A complete one off, the Garibaldi biscuit is unlike any other, and as such commands a unique position in the biscuit world.

Where do I begin, its got more currents in it than even a fruit shortcake. They come in big slabs with little marks where you are supposed to break them up. Its almost like they are shipping in kit form, and it requires a little extra bit of engagement from the biscuit eater.

They seem somehow flatter than other biscuits and their glaze gives them a high specular index.

Affectionately known as dead fly biscuits, yet again the sheer fact they have a nick name marks them out from their other biscuit brethren.

 Your feedback 15 messages


Sunday 3 Feb 2002

The undisputed king of the large diameter biscuits, this is truly an iconic biscuit.

Found in two main varieties, SweetMeal and WholeMeal, the digestive biscuit sets a standard for the whole biscuit world. Its satisfying nature make the biscuit eater consider how many to have at a time 1,2 or maybe 3. It's versatile providing the base for many more elaborate biscuits, (see Chocolate Caramels), and even chocolate covered biscuit bars such as the Breakaway, or the base for Cheesecakes.

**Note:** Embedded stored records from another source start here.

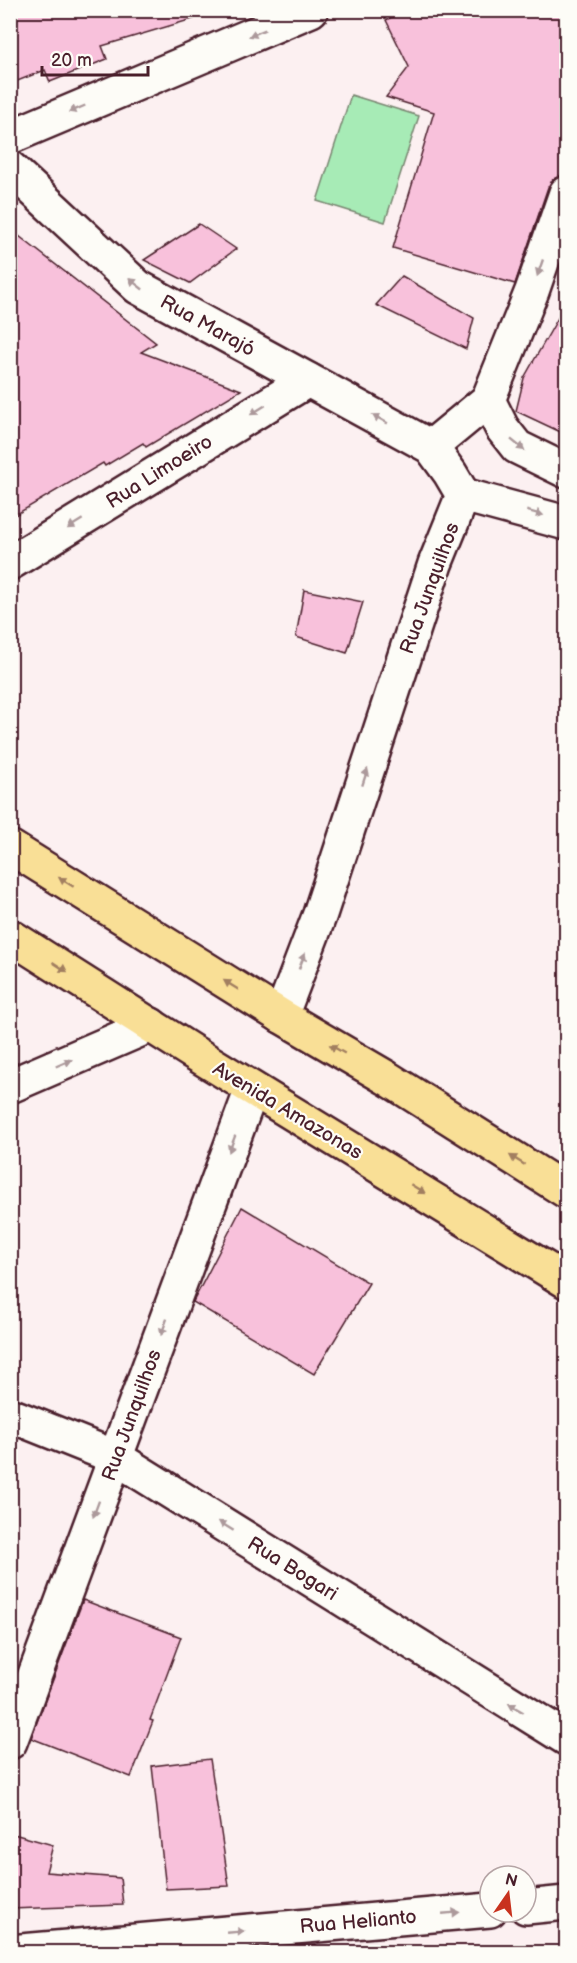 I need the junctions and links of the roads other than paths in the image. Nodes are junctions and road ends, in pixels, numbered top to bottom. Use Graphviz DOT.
graph roads {
  1 [pos="311,10"];
  2 [pos="10,137"];
  3 [pos="10,168"];
  4 [pos="567,193"];
  5 [pos="308,380"];
  6 [pos="488,400"];
  7 [pos="431,447"];
  8 [pos="567,471"];
  9 [pos="463,495"];
  10 [pos="567,522"];
  11 [pos="10,563"];
  12 [pos="10,847"];
  13 [pos="10,936"];
  14 [pos="281,1016"];
  15 [pos="151,1025"];
  16 [pos="10,1086"];
  17 [pos="252,1089"];
  18 [pos="567,1191"];
  19 [pos="567,1281"];
  20 [pos="10,1415"];
  21 [pos="115,1457"];
  22 [pos="567,1738"];
  23 [pos="10,1742"];
  24 [pos="567,1903"];
  25 [pos="538,1906"];
  26 [pos="478,1911"];
  27 [pos="10,1952"];
  1 -- 2 [label="street, one-way"];
  5 -- 3 [label="street, Rua Marajó, one-way"];
  4 -- 6 [label="street, one-way"];
  7 -- 5 [label="street, Rua Marajó, one-way"];
  5 -- 11 [label="street, Rua Limoeiro, one-way"];
  6 -- 7 [label="street"];
  6 -- 8 [label="street, one-way"];
  7 -- 9 [label="street"];
  9 -- 10 [label="street, one-way"];
  14 -- 9 [label="street, Rua Junquilhos, one-way"];
  14 -- 12 [label="main road, one-way"];
  13 -- 15 [label="main road, Avenida Amazonas, one-way"];
  18 -- 14 [label="main road, one-way"];
  16 -- 15 [label="street, one-way"];
  15 -- 17 [label="main road, Avenida Amazonas"];
  17 -- 19 [label="main road, Avenida Amazonas, one-way"];
  17 -- 21 [label="street, Rua Junquilhos, one-way"];
  20 -- 21 [label="street, Rua Bogari"];
  22 -- 21 [label="street, Rua Bogari, one-way"];
  21 -- 23 [label="street, Rua Junquilhos, one-way"];
  24 -- 25 [label="street"];
  27 -- 26 [label="street, Rua Helianto, one-way"];
} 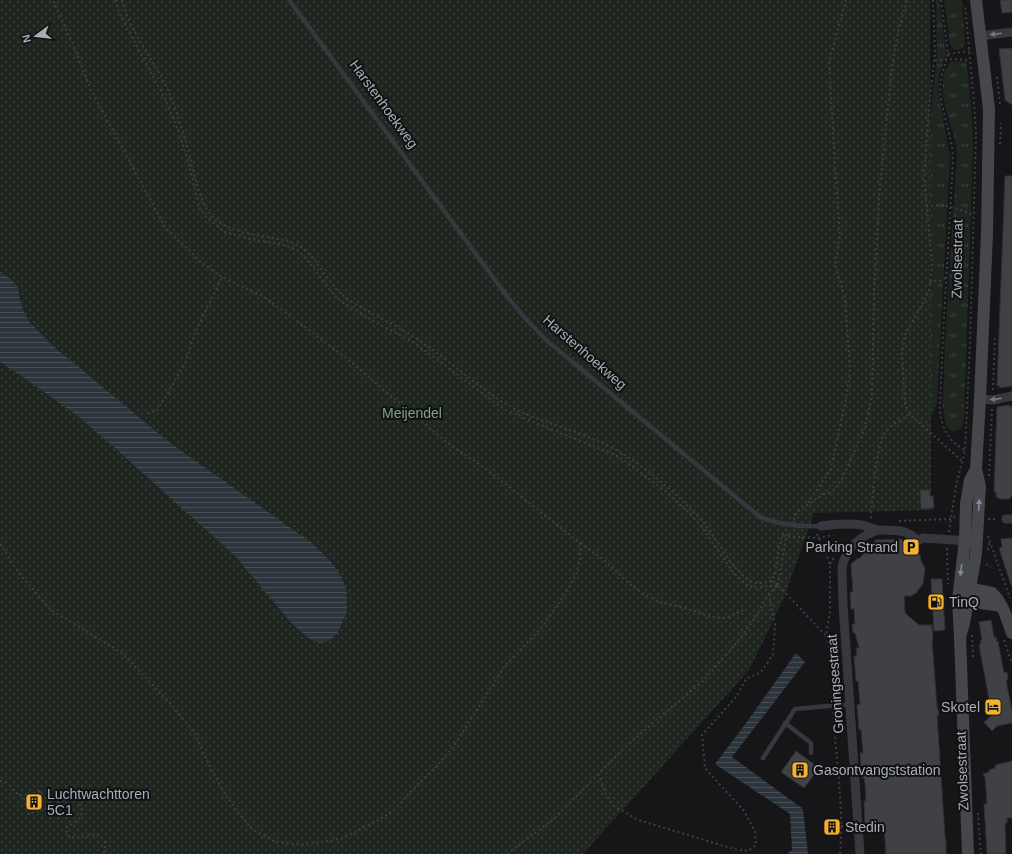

Once again the biscuit shown here is from McVities, and its a WholeMeal. Other people attempt to make digestives but they taste like cardboard compared to the mighty McVities.

I have seen girls slip a sheet of kitchen roll in the bottom of their biscuit tins, when opening a new packet of digestives, and although this is completely unnecessary, it is strangely alluring.

 Your feedback 15 messages


Saturday 26 Jan 2002

Ahh the simple shortcake biscuit, always there to bulk out the biscuit tin.

A steady performer the shortcake is often overlooked but always a welcome sight on the biscuit plate. It really comes into its own in those little packs of biscuits you get in hotel rooms, with the biscuit eater will greeting it like a long lost friend.

Its edge pattern makes it appear like a little 'road up' sign, again reinforcing its identity as a workhorse of the biscuit world.